Sissy's hands flew to her breast. "I wish--I wish you'd never speak to me again!" she exclaimed, and Crosby dodged as though he were apprehensive that she might beat him.
"It's so kind of you to go the very minute I ask," giggled Split, gleefully.
But Sissy shut the door behind her on Crosby's woeful face and Split's radiantly happy one, and went to her fate.
* * * * *
Francis Madigan's room was his castle. It was his castle and his workshop and his boudoir, his kitchen, his library, and his pantry in one. The laxness of the family housekeeping had led him to distrust all hands and heads but his own. Everything that he wanted, or that he might want in the near future, he kept under his eyes, within reach of his hands, where none might borrow or lose or destroy.
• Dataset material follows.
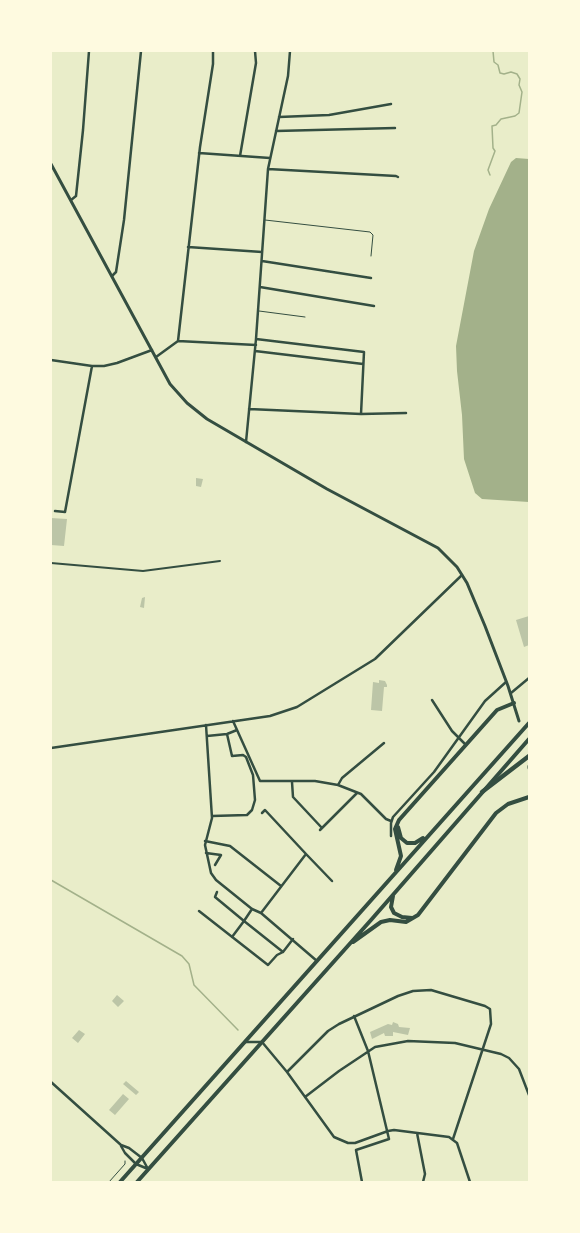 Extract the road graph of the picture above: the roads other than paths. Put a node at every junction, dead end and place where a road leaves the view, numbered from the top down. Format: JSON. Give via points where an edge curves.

In order to provide for the needs which grew and changed daily, he fitted up rude shelf above shelf, till the corners of the room were transformed into rough bric-à-brac stands. Mr. Madigan had the unsuccessful man's pride in trifling successes in amateur carpentering, in husbandry of any sort unrelated to the real issues of his life; and every tool he needed for the exercise of his skill he kept under lock and key. He believed in, he trusted no Madigan. He had been known to lend his penknife to Sissy, but that was when she was ailing long ago. He laid in supplies as though he had inside information of a famine near at hand; and his pipes and his great cans of tobacco were piled up with his cards and his books on the table where he played solitaire all day and read half the night. The sweets he liked occasionally, and the day's provision of fruit (for he ate fruit only and at this time looked upon a vegetarian as a coarse creature who belonged to a dead era), were packed in a small home-made pantry of the design and construction of which he was quite vain. His bed swathed in sheets; his blankets sewed securely together, as though he feared they might escape; a device all his own of great wooden wedges raising the lower end of the mattress so that his feet were on a level with his pillowed head; the chest of little drawers which his daughters called "father's hobby," nailed high on the wall and filled with all sorts of odds and ends, the detritus and possible repair-material of years of housekeeping--all this Sissy took in with the unseeing eyes one has for the familiar.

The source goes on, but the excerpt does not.